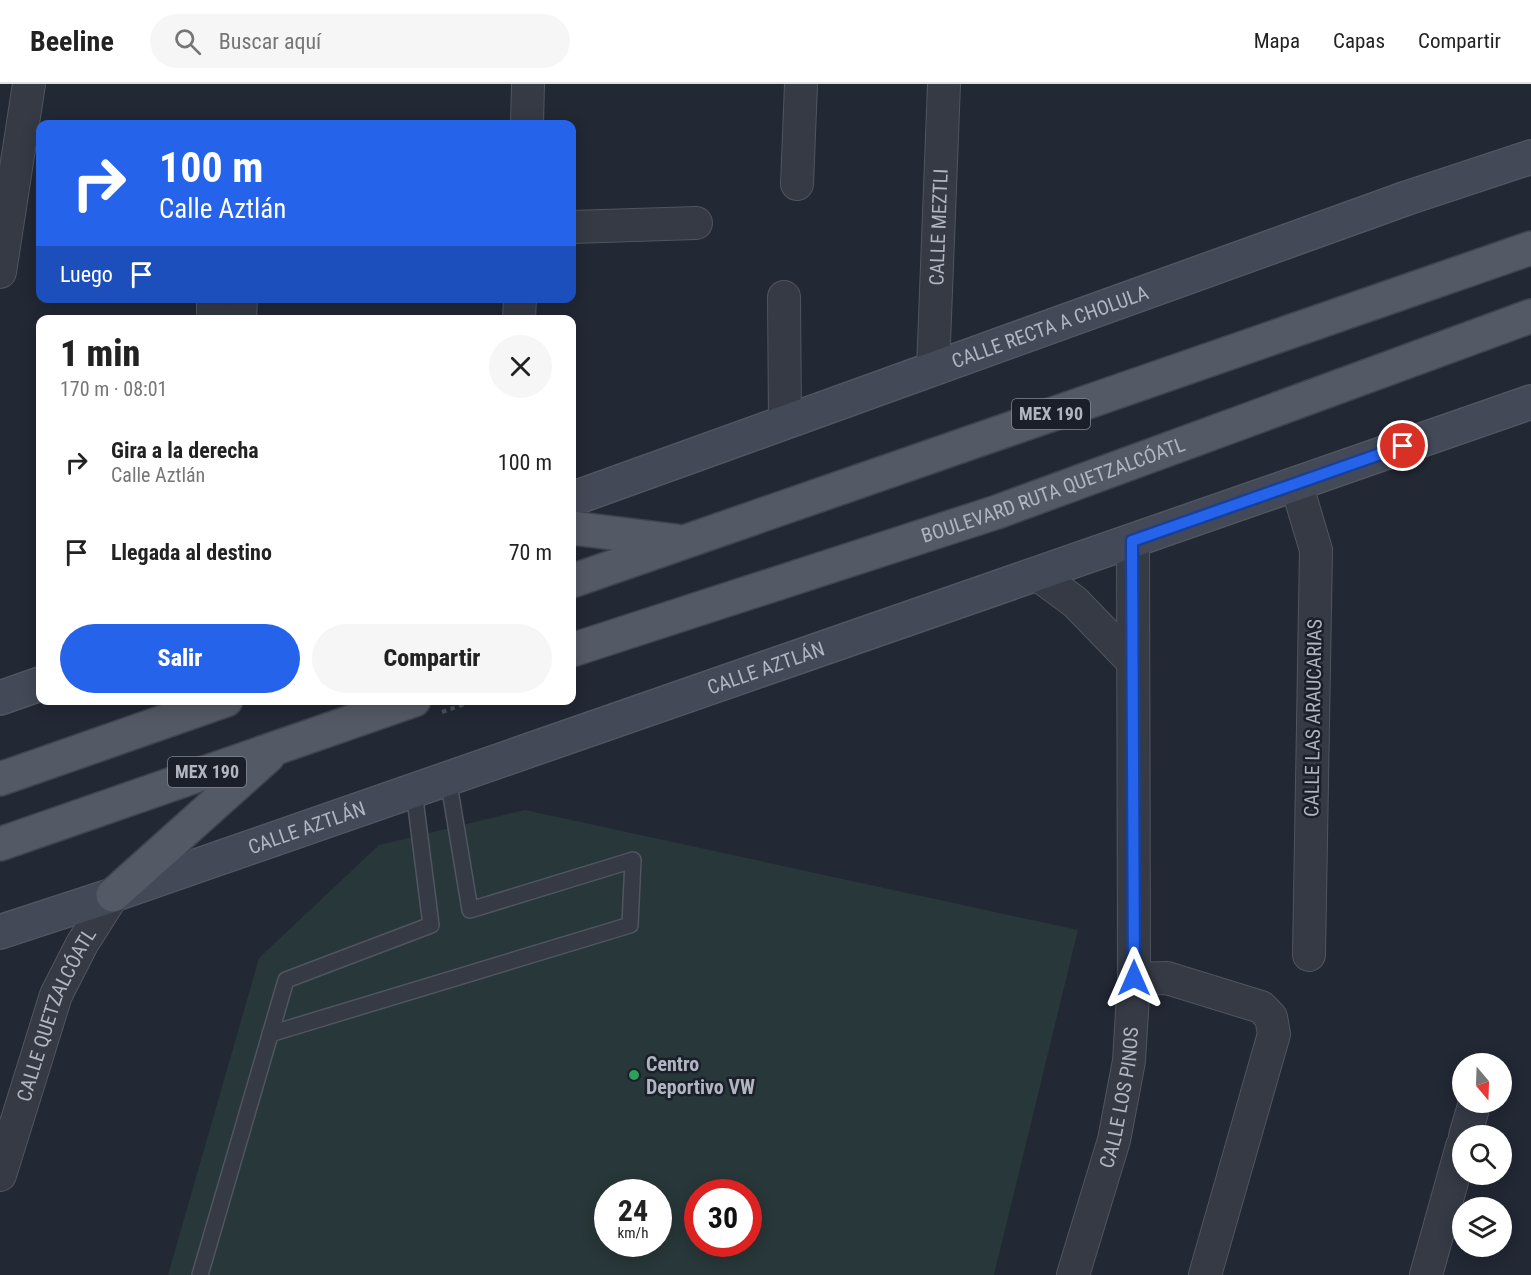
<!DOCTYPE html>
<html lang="es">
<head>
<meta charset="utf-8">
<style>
	:root { --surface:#fff; --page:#f6f6f6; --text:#222; --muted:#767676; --line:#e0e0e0; --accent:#2563eb }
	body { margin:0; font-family:"Roboto Condensed",sans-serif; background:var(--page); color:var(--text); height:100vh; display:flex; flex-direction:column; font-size:22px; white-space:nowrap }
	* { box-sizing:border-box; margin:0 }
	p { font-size:20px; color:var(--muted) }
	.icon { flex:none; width:33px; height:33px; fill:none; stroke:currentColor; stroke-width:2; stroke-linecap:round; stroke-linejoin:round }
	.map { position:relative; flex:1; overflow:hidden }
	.sheet { position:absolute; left:36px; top:231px; width:540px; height:390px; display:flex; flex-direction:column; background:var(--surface); border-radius:12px; box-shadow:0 3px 15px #0003 }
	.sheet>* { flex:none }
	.guide { position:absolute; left:36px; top:36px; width:540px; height:183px; border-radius:12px; box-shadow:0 3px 15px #0003; background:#2563eb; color:#fff; overflow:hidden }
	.needle { width:39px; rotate:161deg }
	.buttons { position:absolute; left:1452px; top:969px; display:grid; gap:12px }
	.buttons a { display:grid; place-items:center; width:60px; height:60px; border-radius:50%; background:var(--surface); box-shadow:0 3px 15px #0003; font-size:30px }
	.speed { position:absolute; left:594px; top:1095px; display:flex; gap:12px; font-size:30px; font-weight:700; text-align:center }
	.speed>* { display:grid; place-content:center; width:78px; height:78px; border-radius:50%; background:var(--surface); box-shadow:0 3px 15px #0003; line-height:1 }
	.speed small { font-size:15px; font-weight:400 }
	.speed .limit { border:9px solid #d22; background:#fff; color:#111 }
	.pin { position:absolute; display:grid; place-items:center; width:51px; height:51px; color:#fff; margin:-26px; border:3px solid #fff; border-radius:50%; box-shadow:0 2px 6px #0007 }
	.me { position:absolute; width:66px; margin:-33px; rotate:0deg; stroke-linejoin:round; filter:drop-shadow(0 0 4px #0008) }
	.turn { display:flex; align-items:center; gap:21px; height:126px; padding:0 24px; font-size:27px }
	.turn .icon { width:78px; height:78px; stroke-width:2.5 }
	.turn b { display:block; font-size:42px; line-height:51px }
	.then { display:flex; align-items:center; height:57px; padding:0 24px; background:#0003; gap:12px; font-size:22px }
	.round { display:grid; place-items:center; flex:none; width:63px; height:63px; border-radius:32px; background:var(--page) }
	.overview { display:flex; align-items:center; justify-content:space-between; height:102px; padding:0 24px }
	h1 { font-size:36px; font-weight:800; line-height:45px }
	.button { display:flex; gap:12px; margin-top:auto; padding:12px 24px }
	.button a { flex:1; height:69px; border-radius:36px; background:var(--accent); color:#fff; font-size:24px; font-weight:800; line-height:69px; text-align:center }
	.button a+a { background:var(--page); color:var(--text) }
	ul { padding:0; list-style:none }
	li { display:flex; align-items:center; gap:18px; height:90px; padding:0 24px }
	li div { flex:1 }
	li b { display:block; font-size:22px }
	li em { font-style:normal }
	header { display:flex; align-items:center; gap:36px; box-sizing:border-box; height:84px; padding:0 30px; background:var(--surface); border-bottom:2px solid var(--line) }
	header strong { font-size:28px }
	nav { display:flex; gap:33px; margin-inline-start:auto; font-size:21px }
	.search { width:420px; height:54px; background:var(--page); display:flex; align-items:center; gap:15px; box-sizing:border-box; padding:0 21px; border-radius:33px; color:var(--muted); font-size:22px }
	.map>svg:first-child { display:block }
	.green { fill:#283739; fill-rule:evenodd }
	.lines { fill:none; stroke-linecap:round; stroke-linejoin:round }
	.service-casing { stroke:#50555f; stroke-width:18 }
	.minor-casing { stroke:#50555f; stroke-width:34 }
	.secondary-casing { stroke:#50555f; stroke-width:36 }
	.primary-casing { stroke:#3f434e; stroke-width:36 }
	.path { stroke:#465357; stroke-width:4; stroke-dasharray:4.5 4.5; stroke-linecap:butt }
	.service { stroke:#353a45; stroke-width:15 }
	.minor { stroke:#353a45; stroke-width:32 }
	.secondary { stroke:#444957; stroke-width:33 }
	.primary { stroke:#535965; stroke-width:33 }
	.route-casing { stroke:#184099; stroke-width:15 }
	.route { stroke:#2563eb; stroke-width:10 }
	.leisure-dot { fill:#2e9e5b; stroke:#1b1f29; stroke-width:2 }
	.labels { text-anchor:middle; stroke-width:5; stroke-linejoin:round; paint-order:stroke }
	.shield { fill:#1b1f29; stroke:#838893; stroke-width:1.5 }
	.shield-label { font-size:18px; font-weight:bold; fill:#b0b5c1 }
	.street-label { font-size:20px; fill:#b0b5c1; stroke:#1b1f29 }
	.poi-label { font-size:20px; font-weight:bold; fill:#b0b5c1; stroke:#1b1f29; text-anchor:start }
</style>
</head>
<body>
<header>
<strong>Beeline</strong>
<div class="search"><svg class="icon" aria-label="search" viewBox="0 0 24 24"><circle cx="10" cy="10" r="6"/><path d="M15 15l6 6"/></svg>Buscar aquí</div>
<nav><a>Mapa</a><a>Capas</a><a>Compartir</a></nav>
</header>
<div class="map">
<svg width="1531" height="1191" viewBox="0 0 1531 1191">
	<rect width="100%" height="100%" fill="#222834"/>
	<path class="green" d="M525,726l553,120 -84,345h-826l91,-317 120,-113zM608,1108h50v52h-50zM698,1108h50v52h-50z"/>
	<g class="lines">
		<defs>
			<g id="service">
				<polyline points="270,950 630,841 633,776 470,826 448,694"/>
				<polyline points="200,1191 286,896 431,841 414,707"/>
			</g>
			<g id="minor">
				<polyline points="527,40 528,0"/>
				<polyline points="797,100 801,0"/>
				<polyline points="572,143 696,139"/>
				<polyline points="0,188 29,0"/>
				<polyline points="784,213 785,338"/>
				<polyline points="213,236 213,214"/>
				<polyline points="240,236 241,214"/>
				<polyline points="519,236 520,214"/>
				<path id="s1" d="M933,285l11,-285"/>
				<polyline points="1296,399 1316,466 1309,871"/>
				<polyline points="1037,490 1075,518 1132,577"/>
				<polyline points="1134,895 1167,894 1261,923 1271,933 1274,950 1205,1191"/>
				<polyline points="1465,1052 1475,1018"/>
				<path id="s2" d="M0,1091l56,-180 26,-51 31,-49"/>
				<path id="s3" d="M1073,1191l41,-135 15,-79 5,-82 -1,-438"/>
				<polyline points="1426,1191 1462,1062"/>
			</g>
			<g id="secondary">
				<path id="s4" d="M572,415l835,-301 124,-41"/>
				<polyline points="0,614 40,600"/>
				<path id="s5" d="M0,848l113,-37 1418,-493"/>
			</g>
			<g id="primary">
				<polyline points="572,444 676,457"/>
				<polyline points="572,497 1531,164"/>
				<path id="s6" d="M572,566l425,-138 534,-196"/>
				<polyline points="0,695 226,616"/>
				<polyline points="0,760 414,616"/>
				<polyline points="113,811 268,672"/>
			</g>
		</defs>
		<use href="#service" class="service-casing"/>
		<use href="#minor" class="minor-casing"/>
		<use href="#secondary" class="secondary-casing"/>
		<use href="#primary" class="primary-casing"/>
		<polyline class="path" points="442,628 476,616"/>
		<use href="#service" class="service"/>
		<use href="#minor" class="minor"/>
		<use href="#secondary" class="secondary"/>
		<use href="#primary" class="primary"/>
	</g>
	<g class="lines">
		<defs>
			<polyline id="route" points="1134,894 1132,457 1403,362"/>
		</defs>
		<use href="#route" class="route-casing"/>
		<use href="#route" class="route"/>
	</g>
	<circle class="leisure-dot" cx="634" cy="991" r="6"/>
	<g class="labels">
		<g class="shield">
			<rect x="1012" y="315" width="78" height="30" rx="4.5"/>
			<rect x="168" y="673" width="78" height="30" rx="4.5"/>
		</g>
		<g class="shield-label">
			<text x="1051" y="336">MEX 190</text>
			<text x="207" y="694">MEX 190</text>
		</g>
		<g class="street-label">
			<text dy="7" stroke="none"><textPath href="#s1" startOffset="142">CALLE MEZTLI</textPath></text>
			<text dy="7" stroke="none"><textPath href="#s4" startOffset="508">CALLE RECTA A CHOLULA</textPath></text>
			<text dy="7" stroke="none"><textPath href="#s6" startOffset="507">BOULEVARD RUTA QUETZALCÓATL</textPath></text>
			<text dy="7" stroke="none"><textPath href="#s5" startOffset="810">CALLE AZTLÁN</textPath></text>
			<text transform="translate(1313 634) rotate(-89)" y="7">CALLE LAS ARAUCARIAS</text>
			<text dy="7" stroke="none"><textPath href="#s5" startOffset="324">CALLE AZTLÁN</textPath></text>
			<text dy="7" stroke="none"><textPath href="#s2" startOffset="170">CALLE QUETZALCÓATL</textPath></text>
			<text dy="7" stroke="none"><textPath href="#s3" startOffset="184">CALLE LOS PINOS</textPath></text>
		</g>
		<g class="poi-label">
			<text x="646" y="987">Centro<tspan x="646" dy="23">Deportivo VW</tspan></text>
		</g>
	</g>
</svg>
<div class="buttons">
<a><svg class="needle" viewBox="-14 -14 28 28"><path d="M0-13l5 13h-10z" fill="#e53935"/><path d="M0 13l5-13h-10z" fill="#767676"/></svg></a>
<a><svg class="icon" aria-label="search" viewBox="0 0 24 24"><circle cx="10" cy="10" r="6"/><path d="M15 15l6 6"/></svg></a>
<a><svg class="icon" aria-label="layers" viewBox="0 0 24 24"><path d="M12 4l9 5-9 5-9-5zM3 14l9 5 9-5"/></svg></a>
</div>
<div class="speed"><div>24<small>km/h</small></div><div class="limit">30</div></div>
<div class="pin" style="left:1403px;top:362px;background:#d93025"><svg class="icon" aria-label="arrive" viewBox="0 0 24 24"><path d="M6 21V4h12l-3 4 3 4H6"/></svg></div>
<svg class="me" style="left:1134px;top:894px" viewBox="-20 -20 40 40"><path d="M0-17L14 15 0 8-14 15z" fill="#2563eb" stroke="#fff" stroke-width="4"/></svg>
<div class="guide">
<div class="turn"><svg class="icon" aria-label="right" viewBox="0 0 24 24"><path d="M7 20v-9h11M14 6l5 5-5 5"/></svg><div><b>100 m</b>Calle Aztlán</div></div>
<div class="then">Luego<svg class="icon" aria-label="arrive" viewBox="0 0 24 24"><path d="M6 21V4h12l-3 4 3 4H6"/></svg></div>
</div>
<section class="sheet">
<div class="overview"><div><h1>1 min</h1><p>170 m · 08:01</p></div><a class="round"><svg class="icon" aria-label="close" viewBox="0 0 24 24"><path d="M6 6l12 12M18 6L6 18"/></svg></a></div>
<ul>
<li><svg class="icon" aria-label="right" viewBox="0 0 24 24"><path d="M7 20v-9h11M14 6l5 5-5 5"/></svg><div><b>Gira a la derecha</b><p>Calle Aztlán</p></div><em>100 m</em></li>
<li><svg class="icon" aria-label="arrive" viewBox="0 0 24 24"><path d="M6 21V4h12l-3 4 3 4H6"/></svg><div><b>Llegada al destino</b></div><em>70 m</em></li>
</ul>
<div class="button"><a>Salir</a><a>Compartir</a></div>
</section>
</div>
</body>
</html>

* * *

> **PROBLEM DETAILS**
In the data above, copy every line where the string "absolute" appears.

> **RESPONSE AREA**
	.sheet { position:absolute; left:36px; top:231px; width:540px; height:390px; display:flex; flex-direction:column; background:var(--surface); border-radius:12px; box-shadow:0 3px 15px #0003 }
	.guide { position:absolute; left:36px; top:36px; width:540px; height:183px; border-radius:12px; box-shadow:0 3px 15px #0003; background:#2563eb; color:#fff; overflow:hidden }
	.buttons { position:absolute; left:1452px; top:969px; display:grid; gap:12px }
	.speed { position:absolute; left:594px; top:1095px; display:flex; gap:12px; font-size:30px; font-weight:700; text-align:center }
	.pin { position:absolute; display:grid; place-items:center; width:51px; height:51px; color:#fff; margin:-26px; border:3px solid #fff; border-radius:50%; box-shadow:0 2px 6px #0007 }
	.me { position:absolute; width:66px; margin:-33px; rotate:0deg; stroke-linejoin:round; filter:drop-shadow(0 0 4px #0008) }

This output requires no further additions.